Reputation: 257
I am practicing Pandas and have the following task:
Create a list whose elements are the # of columns of each .csv file
.csv files are stored in the dictionary directory
keyed by year
I use a dictionary comprehension dataframes
(again keyed by year) to store the .csv files as pandas dataframes
directory = {2009: 'path_to_file/data_2009.csv', ... , 2018: 'path_to_file/data_2018.csv'}
dataframes = {year: pandas.read_csv(file) for year, file in directory.items()}
# My Approach 1
columns = [df.shape[1] for year, df in dataframes.items()]
# My Approach 2
columns = [dataframes[year].shape[1] for year in dataframes]

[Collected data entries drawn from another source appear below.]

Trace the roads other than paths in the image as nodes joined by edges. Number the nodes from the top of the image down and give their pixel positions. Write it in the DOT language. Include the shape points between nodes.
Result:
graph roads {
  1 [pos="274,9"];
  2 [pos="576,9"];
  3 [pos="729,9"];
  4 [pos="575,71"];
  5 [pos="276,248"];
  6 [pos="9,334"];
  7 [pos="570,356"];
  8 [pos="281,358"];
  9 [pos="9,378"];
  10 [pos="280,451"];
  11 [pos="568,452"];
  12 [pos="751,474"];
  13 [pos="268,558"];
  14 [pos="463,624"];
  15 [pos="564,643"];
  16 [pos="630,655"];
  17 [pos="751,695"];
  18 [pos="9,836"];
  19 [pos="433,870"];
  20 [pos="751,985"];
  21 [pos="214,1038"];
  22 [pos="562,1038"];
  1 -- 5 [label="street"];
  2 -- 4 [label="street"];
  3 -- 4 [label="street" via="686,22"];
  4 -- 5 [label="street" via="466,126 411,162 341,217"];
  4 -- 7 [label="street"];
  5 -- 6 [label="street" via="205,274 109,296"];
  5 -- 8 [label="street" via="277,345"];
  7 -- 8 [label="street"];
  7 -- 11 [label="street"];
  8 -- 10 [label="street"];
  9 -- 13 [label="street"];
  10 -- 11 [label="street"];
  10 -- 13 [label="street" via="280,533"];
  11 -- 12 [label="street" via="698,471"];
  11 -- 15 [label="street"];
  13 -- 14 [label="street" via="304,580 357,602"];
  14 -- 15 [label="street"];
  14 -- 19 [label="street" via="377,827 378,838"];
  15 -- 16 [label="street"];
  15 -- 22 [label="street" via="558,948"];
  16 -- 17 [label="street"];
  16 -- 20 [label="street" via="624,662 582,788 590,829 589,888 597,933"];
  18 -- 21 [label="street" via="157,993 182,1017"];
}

Which way is more "Pythonic"? Or is there a better way to approach this?
Upvotes: 4
Views: 450
Reputation: 2771
import os
#use this to find files under certain dir, you can filter it if there are other files
target_files = os.listdir('path_to_file/')
columns = list()
for filename in train_files:
#in your scenario @piRSquared's answer would be more efficient.
columns.append(#column_numbers)
If you want columns with the key by year from the filename, you can filter the filename and update dictionary like this:
year = filename.replace(r'[^0-9]', '')
Upvotes: 2
Reputation: 192
Your Approach 2:
columns = [dataframes[year].shape[1] for year in dataframes]
is more Pythonic and concise with the future use of dataframes in merging, plotting, manipulating, etc.since the keys are implied in the comprehension and shape gives the number of columns
Upvotes: 4
Reputation: 149
You could use:
columns = [len(dataframe.columns) for dataframe in dataframes.values()]
As @piRSquared mentioned if your only objective is to get the number of columns in the dataframe you shouldn't read the entire csv file, instead use the nrows keyword argument of the read_csv function.
Upvotes: 3
Reputation: 294228
Your method will get it done... but I don't like reading in the entire file and creating a dataframe just to count the columns. You could do the same thing by just reading the first line of each file and counting the number of commas. Notice that I add 1
because there will always be one less comma than there are columns.
columns = [open(f).readline().count(',') + 1 for _, f in directory.items()]
Upvotes: 4